I, on my side, might ask what _you_ were doing walking about the passages in your socks at four o'clock this morning? In your socks, sir, still in your evening clothes--" I had spoken it anger, not thinking much what I was saying, and I stopped short, alarmed at the effect of my own words. "I knew it! I knew it!" gasped Sir George, in his hoarse, suffocated voice, and he fell back panting among his pillows. Charles took his hand from his face, and looked hard at me with a strange kind of smile. "At any rate we are quits, Middleton," he said.
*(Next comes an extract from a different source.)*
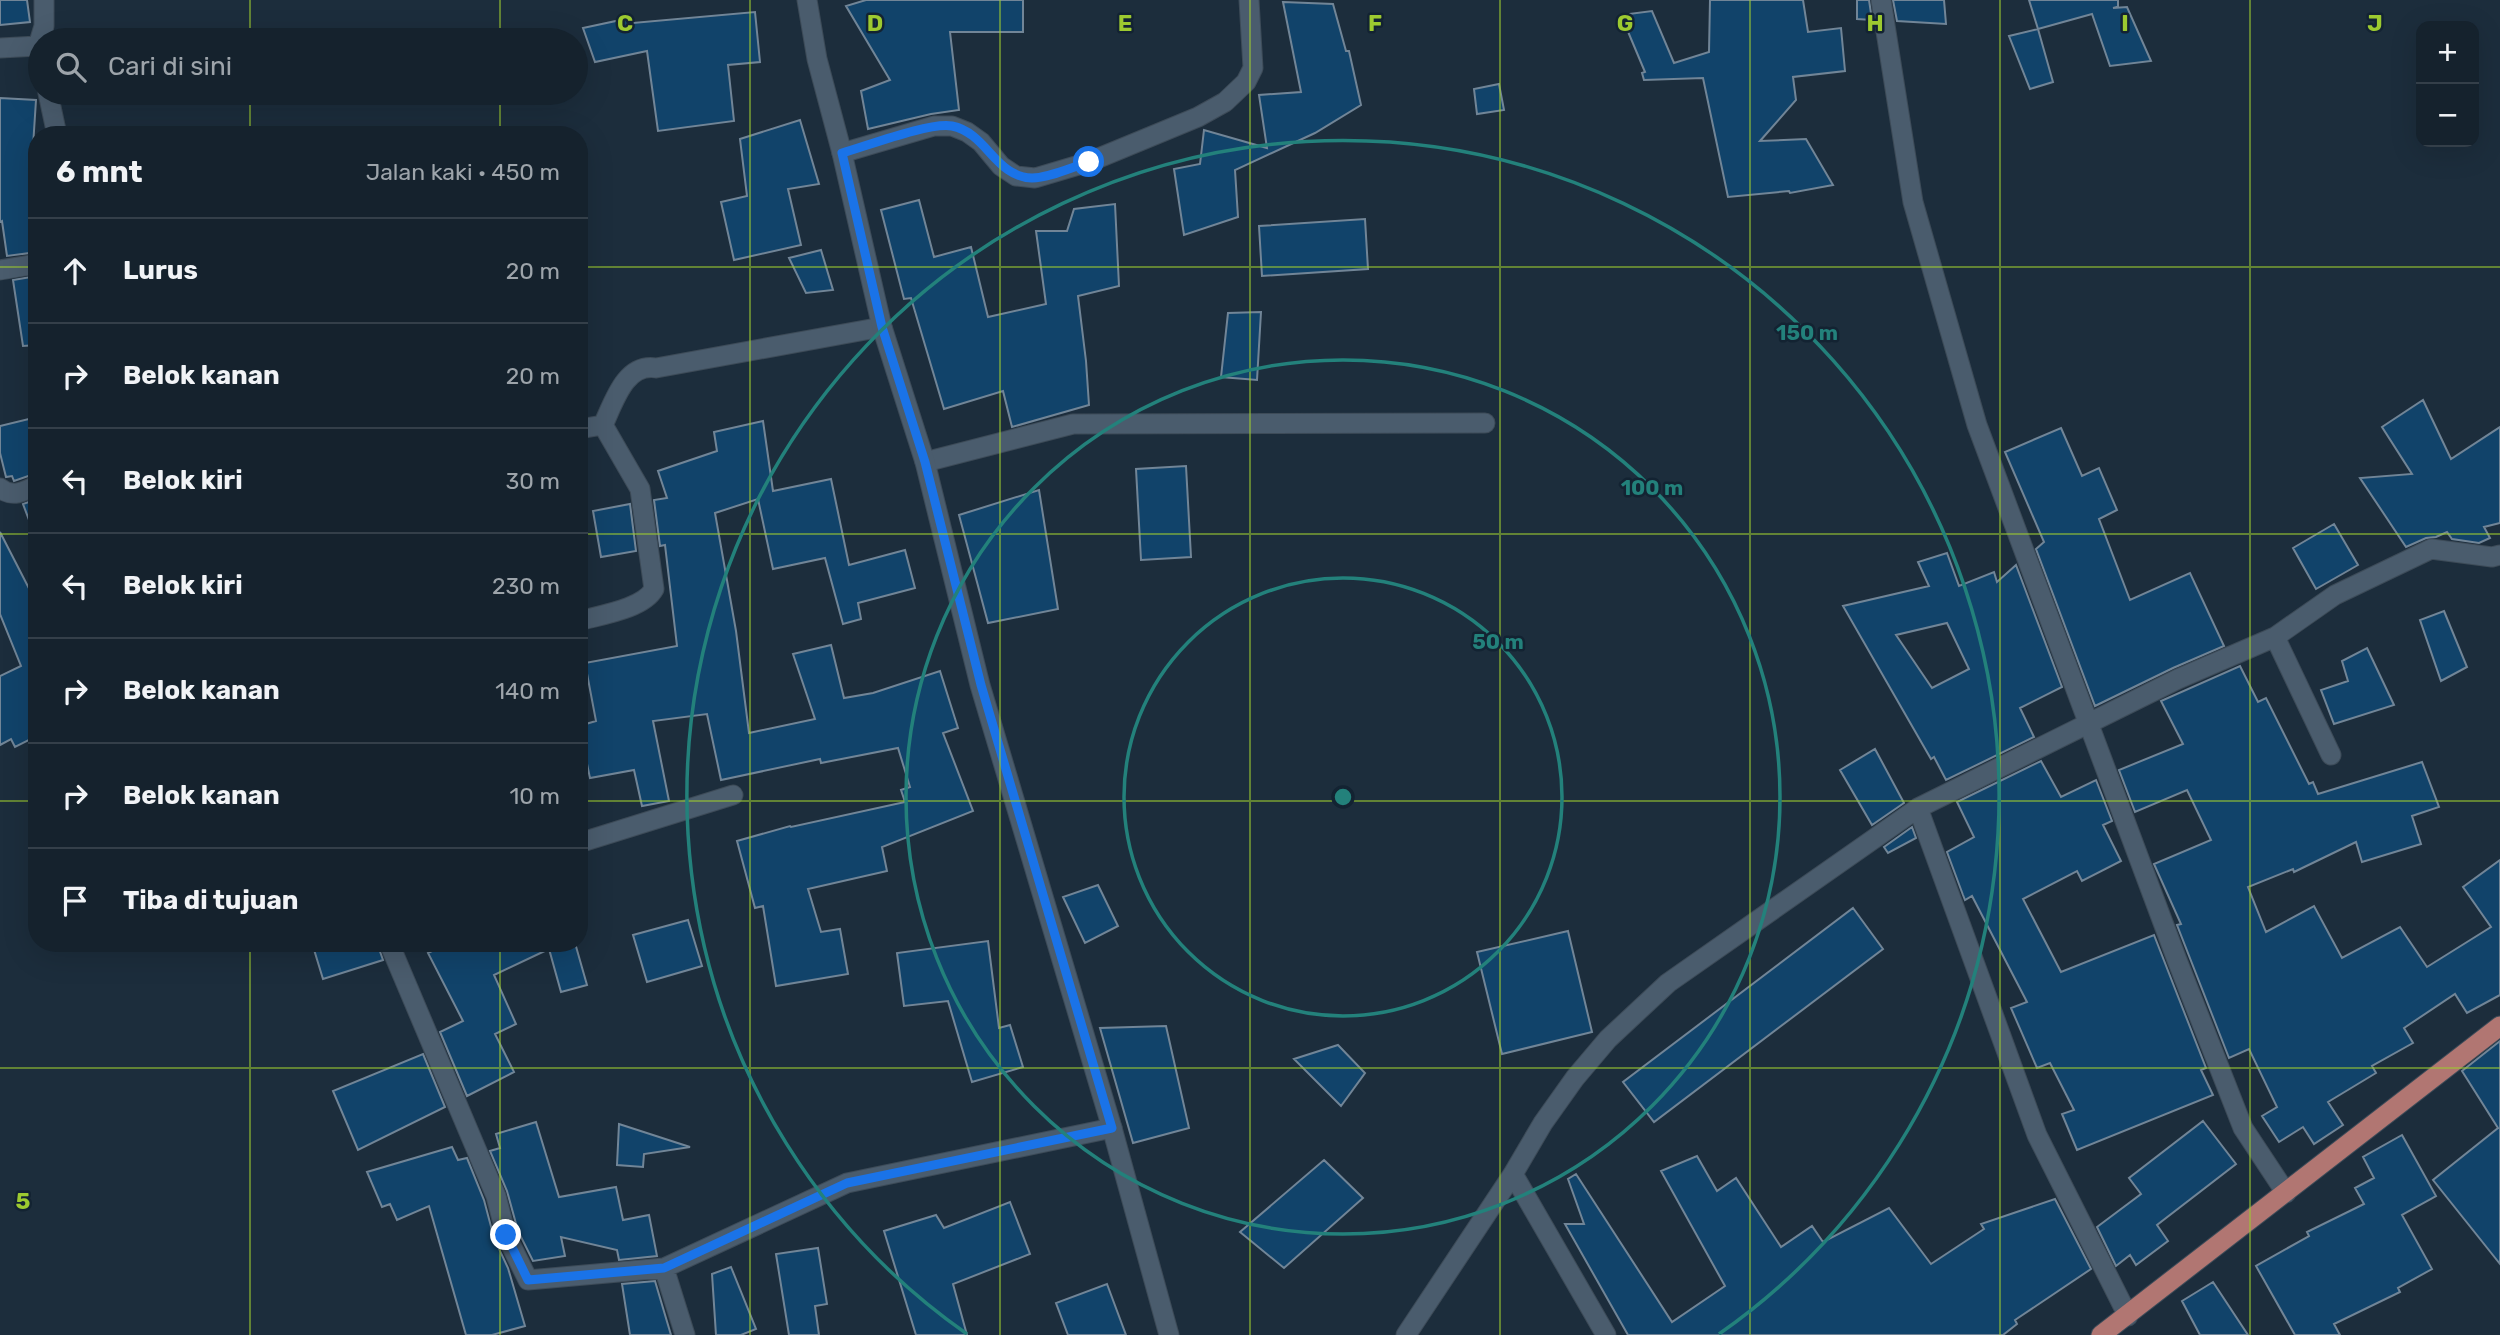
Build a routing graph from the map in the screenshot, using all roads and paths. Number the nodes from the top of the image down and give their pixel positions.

"You have done it now, and no mistake." I did not quite see what I had done, but it soon became apparent. "I knew it!" gasped out the sick man again; "I knew it from the first moment that he tried to throw suspicion on Carr." "Sir George," said Marston, gravely, "Charles made a mistake just now. Do not you, on your side, make another.
Come, Charles," turning to the latter, who was now sitting erect, with flashing eyes, "tell us about it.
What were you doing when Middleton saw you ?" "I was coming up-stairs," said Charles, haughtily. "From the library ?" asked Sir George. Charles bit his lip and remained silent. I would not have spoken to him for a good deal at that moment.